论文地址:https://arxiv.org/abs/1803.11175
Talk to Books
以往我们在检索书籍时,通常会从书名、作者、主题等表面标签入手。而谷歌发布的「Talk to Books」可以为用户提供一种检索书籍的全新方法。用户只需要做一段相关描述,或是提一个相关的问题,那么 Talk to Books 可以在不依赖关键词匹配的情况下,从超过 10 万本书籍中检索所有句子,并根据句子层面的语义,找到能匹配用户陈述或问题的句子。从某种意义上来说,Talk to Books 是一种用户与书「交谈」的新模式,系统给出的回答也能帮助用户确定自己是否对相关主题感兴趣。

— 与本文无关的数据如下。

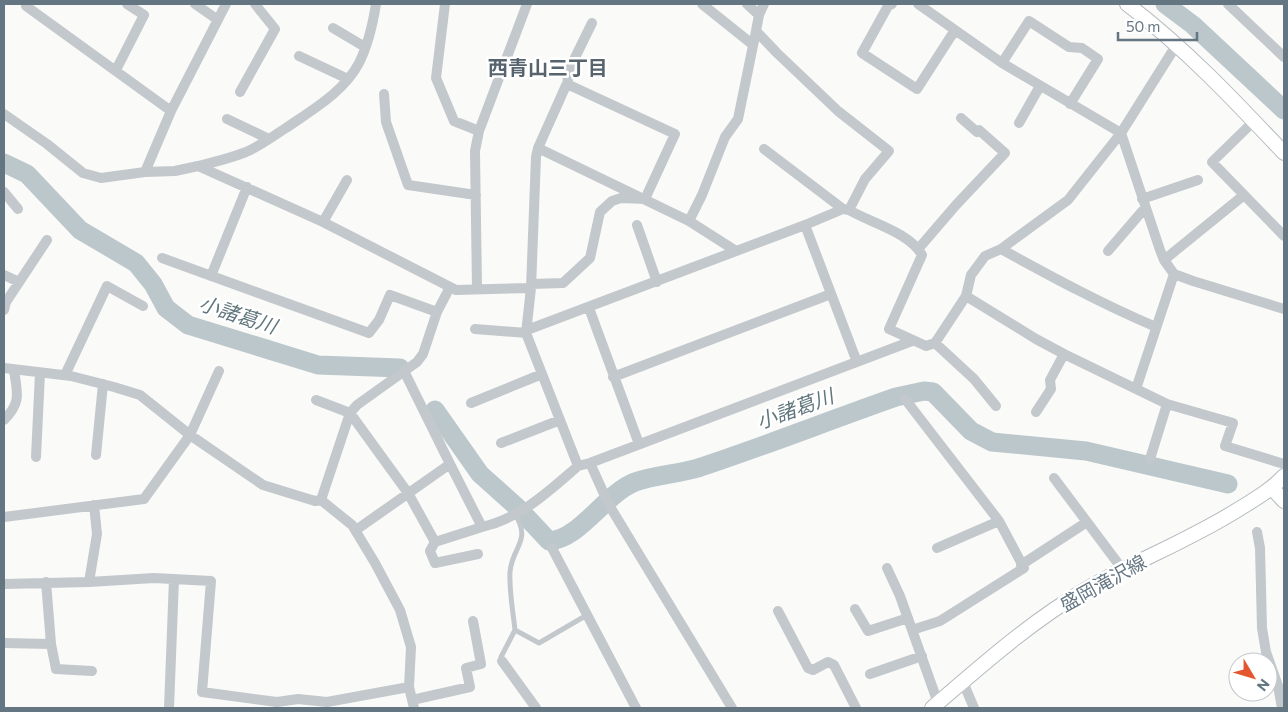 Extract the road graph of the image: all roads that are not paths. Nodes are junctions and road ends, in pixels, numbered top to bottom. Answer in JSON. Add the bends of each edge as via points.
{"nodes":[{"id":1,"x":128,"y":4,"type":"edge"},
{"id":2,"x":195,"y":4,"type":"edge"},
{"id":3,"x":226,"y":4,"type":"edge"},
{"id":4,"x":255,"y":4,"type":"edge"},
{"id":5,"x":376,"y":4,"type":"edge"},
{"id":6,"x":445,"y":4,"type":"edge"},
{"id":7,"x":527,"y":4,"type":"edge"},
{"id":8,"x":702,"y":4,"type":"edge"},
{"id":9,"x":747,"y":4,"type":"edge"},
{"id":10,"x":764,"y":4,"type":"edge"},
{"id":11,"x":892,"y":4,"type":"edge"},
{"id":12,"x":918,"y":4,"type":"edge"},
{"id":13,"x":1127,"y":4,"type":"edge"},
{"id":14,"x":1228,"y":4,"type":"edge"},
{"id":15,"x":26,"y":6,"type":"dead end"},
{"id":16,"x":759,"y":15,"type":"junction"},
{"id":17,"x":218,"y":20,"type":"junction"},
{"id":18,"x":592,"y":23,"type":"dead end"},
{"id":19,"x":333,"y":28,"type":"dead end"},
{"id":20,"x":955,"y":30,"type":"junction"},
{"id":21,"x":756,"y":31,"type":"junction"},
{"id":22,"x":752,"y":44,"type":"junction"},
{"id":23,"x":1177,"y":44,"type":"junction"},
{"id":24,"x":365,"y":47,"type":"junction"},
{"id":25,"x":299,"y":56,"type":"dead end"},
{"id":26,"x":1284,"y":57,"type":"edge"},
{"id":27,"x":1002,"y":64,"type":"junction"},
{"id":28,"x":116,"y":70,"type":"junction"},
{"id":29,"x":348,"y":79,"type":"junction"},
{"id":30,"x":567,"y":84,"type":"junction"},
{"id":31,"x":1040,"y":86,"type":"junction"},
{"id":32,"x":240,"y":92,"type":"dead end"},
{"id":33,"x":384,"y":94,"type":"dead end"},
{"id":34,"x":1070,"y":104,"type":"junction"},
{"id":35,"x":171,"y":111,"type":"junction"},
{"id":36,"x":4,"y":114,"type":"edge"},
{"id":37,"x":961,"y":118,"type":"dead end"},
{"id":38,"x":227,"y":119,"type":"dead end"},
{"id":39,"x":1254,"y":121,"type":"junction"},
{"id":40,"x":1019,"y":123,"type":"dead end"},
{"id":41,"x":479,"y":131,"type":"junction"},
{"id":42,"x":1121,"y":133,"type":"junction"},
{"id":43,"x":269,"y":139,"type":"junction"},
{"id":44,"x":538,"y":148,"type":"junction"},
{"id":45,"x":764,"y":148,"type":"dead end"},
{"id":46,"x":1284,"y":153,"type":"edge"},
{"id":47,"x":198,"y":166,"type":"junction"},
{"id":48,"x":145,"y":172,"type":"junction"},
{"id":49,"x":346,"y":180,"type":"dead end"},
{"id":50,"x":1198,"y":180,"type":"dead end"},
{"id":51,"x":247,"y":187,"type":"junction"},
{"id":52,"x":4,"y":192,"type":"edge"},
{"id":53,"x":476,"y":195,"type":"junction"},
{"id":54,"x":1244,"y":195,"type":"junction"},
{"id":55,"x":645,"y":199,"type":"junction"},
{"id":56,"x":1144,"y":203,"type":"junction"},
{"id":57,"x":18,"y":208,"type":"dead end"},
{"id":58,"x":846,"y":210,"type":"junction"},
{"id":59,"x":689,"y":221,"type":"junction"},
{"id":60,"x":323,"y":222,"type":"junction"},
{"id":61,"x":637,"y":225,"type":"dead end"},
{"id":62,"x":805,"y":225,"type":"junction"},
{"id":63,"x":1284,"y":236,"type":"edge"},
{"id":64,"x":47,"y":240,"type":"dead end"},
{"id":65,"x":918,"y":248,"type":"junction"},
{"id":66,"x":1001,"y":248,"type":"junction"},
{"id":67,"x":736,"y":251,"type":"junction"},
{"id":68,"x":1108,"y":251,"type":"dead end"},
{"id":69,"x":162,"y":258,"type":"dead end"},
{"id":70,"x":1164,"y":260,"type":"junction"},
{"id":71,"x":1174,"y":274,"type":"junction"},
{"id":72,"x":4,"y":275,"type":"edge"},
{"id":73,"x":211,"y":276,"type":"junction"},
{"id":74,"x":19,"y":282,"type":"junction"},
{"id":75,"x":657,"y":282,"type":"junction"},
{"id":76,"x":531,"y":286,"type":"junction"},
{"id":77,"x":450,"y":287,"type":"junction"},
{"id":78,"x":477,"y":289,"type":"junction"},
{"id":79,"x":831,"y":294,"type":"junction"},
{"id":80,"x":966,"y":296,"type":"junction"},
{"id":81,"x":143,"y":306,"type":"dead end"},
{"id":82,"x":589,"y":308,"type":"junction"},
{"id":83,"x":1284,"y":309,"type":"edge"},
{"id":84,"x":4,"y":310,"type":"edge"},
{"id":85,"x":437,"y":312,"type":"junction"},
{"id":86,"x":1156,"y":327,"type":"junction"},
{"id":87,"x":475,"y":329,"type":"dead end"},
{"id":88,"x":527,"y":332,"type":"junction"},
{"id":89,"x":912,"y":340,"type":"junction"},
{"id":90,"x":935,"y":342,"type":"junction"},
{"id":91,"x":1064,"y":354,"type":"junction"},
{"id":92,"x":857,"y":362,"type":"junction"},
{"id":93,"x":9,"y":369,"type":"edge"},
{"id":94,"x":219,"y":371,"type":"dead end"},
{"id":95,"x":404,"y":371,"type":"junction"},
{"id":96,"x":40,"y":373,"type":"junction"},
{"id":97,"x":542,"y":374,"type":"junction"},
{"id":98,"x":65,"y":376,"type":"junction"},
{"id":99,"x":613,"y":377,"type":"junction"},
{"id":100,"x":103,"y":384,"type":"junction"},
{"id":101,"x":1136,"y":389,"type":"junction"},
{"id":102,"x":905,"y":399,"type":"dead end"},
{"id":103,"x":316,"y":400,"type":"dead end"},
{"id":104,"x":471,"y":403,"type":"dead end"},
{"id":105,"x":1167,"y":404,"type":"junction"},
{"id":106,"x":996,"y":406,"type":"dead end"},
{"id":107,"x":1036,"y":412,"type":"dead end"},
{"id":108,"x":350,"y":413,"type":"junction"},
{"id":109,"x":4,"y":420,"type":"edge"},
{"id":110,"x":560,"y":420,"type":"junction"},
{"id":111,"x":190,"y":435,"type":"junction"},
{"id":112,"x":501,"y":443,"type":"dead end"},
{"id":113,"x":640,"y":444,"type":"junction"},
{"id":114,"x":96,"y":455,"type":"dead end"},
{"id":115,"x":36,"y":457,"type":"dead end"},
{"id":116,"x":1150,"y":459,"type":"dead end"},
{"id":117,"x":450,"y":464,"type":"junction"},
{"id":118,"x":590,"y":464,"type":"junction"},
{"id":119,"x":1284,"y":464,"type":"edge"},
{"id":120,"x":578,"y":466,"type":"junction"},
{"id":121,"x":1284,"y":476,"type":"edge"},
{"id":122,"x":1054,"y":478,"type":"dead end"},
{"id":123,"x":1272,"y":488,"type":"junction"},
{"id":124,"x":408,"y":493,"type":"junction"},
{"id":125,"x":321,"y":500,"type":"junction"},
{"id":126,"x":1284,"y":501,"type":"edge"},
{"id":127,"x":94,"y":505,"type":"junction"},
{"id":128,"x":518,"y":512,"type":"junction"},
{"id":129,"x":4,"y":517,"type":"edge"},
{"id":130,"x":999,"y":521,"type":"junction"},
{"id":131,"x":1087,"y":522,"type":"junction"},
{"id":132,"x":482,"y":527,"type":"junction"},
{"id":133,"x":356,"y":530,"type":"junction"},
{"id":134,"x":1257,"y":532,"type":"dead end"},
{"id":135,"x":435,"y":542,"type":"junction"},
{"id":136,"x":552,"y":548,"type":"dead end"},
{"id":137,"x":937,"y":548,"type":"dead end"},
{"id":138,"x":478,"y":554,"type":"dead end"},
{"id":139,"x":1021,"y":565,"type":"junction"},
{"id":140,"x":887,"y":568,"type":"dead end"},
{"id":141,"x":1123,"y":570,"type":"junction"},
{"id":142,"x":174,"y":579,"type":"junction"},
{"id":143,"x":46,"y":582,"type":"junction"},
{"id":144,"x":89,"y":582,"type":"junction"},
{"id":145,"x":4,"y":584,"type":"edge"},
{"id":146,"x":855,"y":609,"type":"dead end"},
{"id":147,"x":778,"y":611,"type":"dead end"},
{"id":148,"x":588,"y":615,"type":"junction"},
{"id":149,"x":908,"y":618,"type":"junction"},
{"id":150,"x":473,"y":621,"type":"dead end"},
{"id":151,"x":515,"y":630,"type":"junction"},
{"id":152,"x":912,"y":630,"type":"junction"},
{"id":153,"x":4,"y":643,"type":"edge"},
{"id":154,"x":51,"y":644,"type":"junction"},
{"id":155,"x":922,"y":656,"type":"junction"},
{"id":156,"x":502,"y":661,"type":"joint"},
{"id":157,"x":92,"y":671,"type":"dead end"},
{"id":158,"x":870,"y":674,"type":"dead end"},
{"id":159,"x":963,"y":682,"type":"junction"},
{"id":160,"x":1281,"y":685,"type":"edge"},
{"id":161,"x":409,"y":687,"type":"junction"},
{"id":162,"x":288,"y":704,"type":"edge"},
{"id":163,"x":413,"y":704,"type":"edge"},
{"id":164,"x":935,"y":706,"type":"edge"},
{"id":165,"x":169,"y":708,"type":"edge"},
{"id":166,"x":536,"y":708,"type":"edge"},
{"id":167,"x":636,"y":708,"type":"edge"},
{"id":168,"x":732,"y":708,"type":"edge"},
{"id":169,"x":856,"y":708,"type":"edge"},
{"id":170,"x":974,"y":708,"type":"edge"},
{"id":171,"x":1282,"y":708,"type":"edge"}],
"edges":[{"from":1,"to":28,"type":"street","via":[[144,15]]},
{"from":2,"to":17,"type":"street"},
{"from":3,"to":17,"type":"street"},
{"from":4,"to":32,"type":"street","via":[[275,29]]},
{"from":5,"to":24,"type":"street"},
{"from":6,"to":41,"type":"street","via":[[436,78],[454,121]]},
{"from":7,"to":41,"type":"street"},
{"from":8,"to":22,"type":"street"},
{"from":9,"to":16,"type":"street"},
{"from":10,"to":16,"type":"street"},
{"from":11,"to":20,"type":"street","via":[[862,54],[917,89]]},
{"from":12,"to":20,"type":"street"},
{"from":13,"to":23,"type":"main road"},
{"from":14,"to":26,"type":"street"},
{"from":15,"to":28,"type":"street"},
{"from":16,"to":21,"type":"street"},
{"from":17,"to":35,"type":"street"},
{"from":18,"to":30,"type":"street","via":[[567,74]]},
{"from":19,"to":24,"type":"street"},
{"from":20,"to":27,"type":"street"},
{"from":21,"to":22,"type":"street"},
{"from":21,"to":58,"type":"street","via":[[838,111],[889,151],[864,179]]},
{"from":22,"to":59,"type":"street","via":[[738,119],[725,137]]},
{"from":23,"to":39,"type":"main road"},
{"from":23,"to":42,"type":"street"},
{"from":24,"to":29,"type":"street"},
{"from":25,"to":29,"type":"street"},
{"from":27,"to":31,"type":"street"},
{"from":27,"to":34,"type":"street","via":[[1029,21],[1069,47],[1082,48],[1098,59]]},
{"from":28,"to":35,"type":"street"},
{"from":29,"to":43,"type":"street","via":[[316,108]]},
{"from":30,"to":44,"type":"street"},
{"from":30,"to":55,"type":"street","via":[[675,134]]},
{"from":31,"to":34,"type":"street"},
{"from":31,"to":40,"type":"street"},
{"from":33,"to":53,"type":"street","via":[[386,122],[408,185]]},
{"from":34,"to":42,"type":"street"},
{"from":35,"to":48,"type":"street"},
{"from":36,"to":48,"type":"street","via":[[83,173],[101,178]]},
{"from":37,"to":65,"type":"street","via":[[1005,153]]},
{"from":38,"to":43,"type":"street"},
{"from":39,"to":46,"type":"main road"},
{"from":39,"to":54,"type":"street","via":[[1212,162]]},
{"from":41,"to":53,"type":"street","via":[[475,151]]},
{"from":42,"to":56,"type":"street"},
{"from":42,"to":66,"type":"street","via":[[1068,200]]},
{"from":43,"to":47,"type":"street","via":[[248,151]]},
{"from":44,"to":55,"type":"street"},
{"from":44,"to":76,"type":"street"},
{"from":45,"to":58,"type":"street"},
{"from":47,"to":48,"type":"street"},
{"from":47,"to":51,"type":"street"},
{"from":49,"to":60,"type":"street"},
{"from":50,"to":56,"type":"street"},
{"from":51,"to":60,"type":"street"},
{"from":51,"to":73,"type":"street"},
{"from":52,"to":57,"type":"street"},
{"from":53,"to":78,"type":"street"},
{"from":54,"to":63,"type":"street"},
{"from":54,"to":70,"type":"street"},
{"from":55,"to":59,"type":"street"},
{"from":55,"to":76,"type":"street","via":[[612,201],[600,212],[590,258],[563,283]]},
{"from":56,"to":68,"type":"street"},
{"from":56,"to":70,"type":"street"},
{"from":58,"to":62,"type":"street"},
{"from":58,"to":65,"type":"street","via":[[898,233]]},
{"from":59,"to":67,"type":"street"},
{"from":60,"to":77,"type":"street"},
{"from":61,"to":75,"type":"street"},
{"from":62,"to":67,"type":"street"},
{"from":62,"to":79,"type":"street"},
{"from":64,"to":74,"type":"street"},
{"from":65,"to":89,"type":"street","via":[[922,255],[889,329]]},
{"from":66,"to":80,"type":"street","via":[[984,256],[971,275]]},
{"from":66,"to":86,"type":"street","via":[[1072,288]]},
{"from":67,"to":75,"type":"street"},
{"from":69,"to":73,"type":"street"},
{"from":70,"to":71,"type":"street"},
{"from":71,"to":83,"type":"street"},
{"from":71,"to":86,"type":"street"},
{"from":72,"to":74,"type":"street"},
{"from":73,"to":85,"type":"street","via":[[369,333],[390,295]]},
{"from":74,"to":84,"type":"street"},
{"from":75,"to":82,"type":"street"},
{"from":76,"to":78,"type":"street"},
{"from":76,"to":88,"type":"street"},
{"from":77,"to":78,"type":"street","via":[[456,290]]},
{"from":77,"to":85,"type":"street"},
{"from":79,"to":92,"type":"street"},
{"from":79,"to":99,"type":"street"},
{"from":80,"to":90,"type":"street"},
{"from":80,"to":91,"type":"street"},
{"from":81,"to":98,"type":"street","via":[[107,286]]},
{"from":82,"to":88,"type":"street"},
{"from":82,"to":99,"type":"street"},
{"from":85,"to":95,"type":"street","via":[[423,354]]},
{"from":86,"to":101,"type":"street"},
{"from":87,"to":88,"type":"street"},
{"from":88,"to":97,"type":"street"},
{"from":89,"to":90,"type":"street","via":[[926,346]]},
{"from":89,"to":92,"type":"street"},
{"from":90,"to":106,"type":"street","via":[[974,379]]},
{"from":91,"to":101,"type":"street"},
{"from":91,"to":107,"type":"street","via":[[1050,380],[1051,390]]},
{"from":92,"to":113,"type":"street"},
{"from":93,"to":96,"type":"street"},
{"from":93,"to":109,"type":"street","via":[[18,397],[14,410]]},
{"from":94,"to":111,"type":"street"},
{"from":95,"to":108,"type":"street"},
{"from":95,"to":117,"type":"street"},
{"from":96,"to":98,"type":"street"},
{"from":96,"to":115,"type":"street"},
{"from":97,"to":104,"type":"street"},
{"from":97,"to":110,"type":"street"},
{"from":98,"to":100,"type":"street"},
{"from":99,"to":113,"type":"street"},
{"from":100,"to":111,"type":"street","via":[[140,395]]},
{"from":100,"to":114,"type":"street"},
{"from":101,"to":105,"type":"street"},
{"from":102,"to":130,"type":"street"},
{"from":103,"to":108,"type":"street"},
{"from":105,"to":116,"type":"street"},
{"from":105,"to":119,"type":"street","via":[[1233,422],[1225,446]]},
{"from":108,"to":124,"type":"street"},
{"from":108,"to":125,"type":"street"},
{"from":110,"to":112,"type":"street"},
{"from":110,"to":120,"type":"street"},
{"from":111,"to":125,"type":"street","via":[[263,485]]},
{"from":111,"to":127,"type":"street","via":[[144,499]]},
{"from":113,"to":118,"type":"street"},
{"from":117,"to":124,"type":"street"},
{"from":117,"to":132,"type":"street"},
{"from":118,"to":120,"type":"street"},
{"from":118,"to":168,"type":"street","via":[[606,501]]},
{"from":120,"to":128,"type":"street","via":[[534,503]]},
{"from":121,"to":123,"type":"main road","name":"盛岡滝沢線"},
{"from":122,"to":131,"type":"street"},
{"from":123,"to":126,"type":"main road"},
{"from":123,"to":141,"type":"main road","name":"盛岡滝沢線","via":[[1218,522]]},
{"from":124,"to":133,"type":"street"},
{"from":124,"to":135,"type":"street"},
{"from":125,"to":133,"type":"street"},
{"from":127,"to":129,"type":"street"},
{"from":127,"to":144,"type":"street","via":[[97,534]]},
{"from":128,"to":132,"type":"street"},
{"from":128,"to":151,"type":"lane","via":[[523,534],[510,572]]},
{"from":130,"to":137,"type":"street"},
{"from":130,"to":139,"type":"street"},
{"from":131,"to":139,"type":"street"},
{"from":131,"to":141,"type":"street"},
{"from":132,"to":135,"type":"street"},
{"from":133,"to":161,"type":"street","via":[[400,610],[411,647]]},
{"from":134,"to":160,"type":"street","via":[[1262,628],[1266,652]]},
{"from":135,"to":138,"type":"street","via":[[430,551],[435,563]]},
{"from":136,"to":148,"type":"street"},
{"from":139,"to":152,"type":"street","via":[[1024,568],[940,621]]},
{"from":140,"to":149,"type":"street"},
{"from":141,"to":159,"type":"main road","name":"盛岡滝沢線","via":[[1052,611]]},
{"from":142,"to":144,"type":"street"},
{"from":142,"to":162,"type":"street","via":[[211,581],[202,692]]},
{"from":142,"to":165,"type":"street"},
{"from":143,"to":144,"type":"street"},
{"from":143,"to":145,"type":"street"},
{"from":143,"to":154,"type":"street"},
{"from":146,"to":149,"type":"street","via":[[868,631]]},
{"from":147,"to":169,"type":"street","via":[[808,668],[813,670],[828,662],[834,665]]},
{"from":148,"to":151,"type":"lane","via":[[538,643]]},
{"from":148,"to":167,"type":"street"},
{"from":149,"to":152,"type":"street"},
{"from":150,"to":163,"type":"street","via":[[480,664],[466,668],[470,687]]},
{"from":151,"to":156,"type":"lane"},
{"from":152,"to":155,"type":"street"},
{"from":153,"to":154,"type":"street"},
{"from":154,"to":157,"type":"street","via":[[56,669]]},
{"from":155,"to":158,"type":"street"},
{"from":155,"to":164,"type":"street"},
{"from":156,"to":166,"type":"street"},
{"from":159,"to":164,"type":"main road","name":"盛岡滝沢線"},
{"from":159,"to":170,"type":"street"},
{"from":160,"to":171,"type":"street"},
{"from":161,"to":162,"type":"street","via":[[327,702],[298,699]]},
{"from":161,"to":163,"type":"street"}]}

模型在正式发布前经历了超十亿次的对话训练,以打磨更好的用户体验——对用户的提问或陈述给出更加合适的回答。这一方式相比起普通的谷歌检索,可能会帮助用户找到一些更有趣的书籍,特别是在关键字搜索中并不会显示的一些结果。
不过,这一模型还有更多的改进空间,比如搜索范围局限在句子层面上,而不是段落,因此可能会产生「断章取义」的情况。另外,因为只看某一句子的匹配程度,这也可能导致某些众所周知的、「符合口味」的书并不会出现在检索结果的前列。谷歌团队此举,更多的是希望帮助人们以一种新的探索方式,发现不曾料想过的作者和书名,竟然会有读者感兴趣的内容。
地址:https://books.google.com/talktobooks
Semantris
Semantris 是一个由相同技术驱动的单词联想游戏。屏幕上会呈现所有单词,用户可以输入某个单词,随即系统会根据屏幕上单词与用户输入单词的关联程度进行重新排序。不论是近义词、反义词还是相近概念,系统都能找到对应的排序模式。
如图所示,用户输入「Photo」时,最顶部的「Camara」因为与输入单词的关联最为紧密,因此会更替排序调整到第一位「消掉」。这确实是一个锻炼联想能力的好机会,此外还有限时模式和不限时模式供用户体验。
地址:https://research.google.com/semantris
相信在这两个工具的驱动下,人工智能能够与用户更好地进行交互学习,并且帮助人类在现实生活中更好地理解科技,使用科技,并受惠于科技。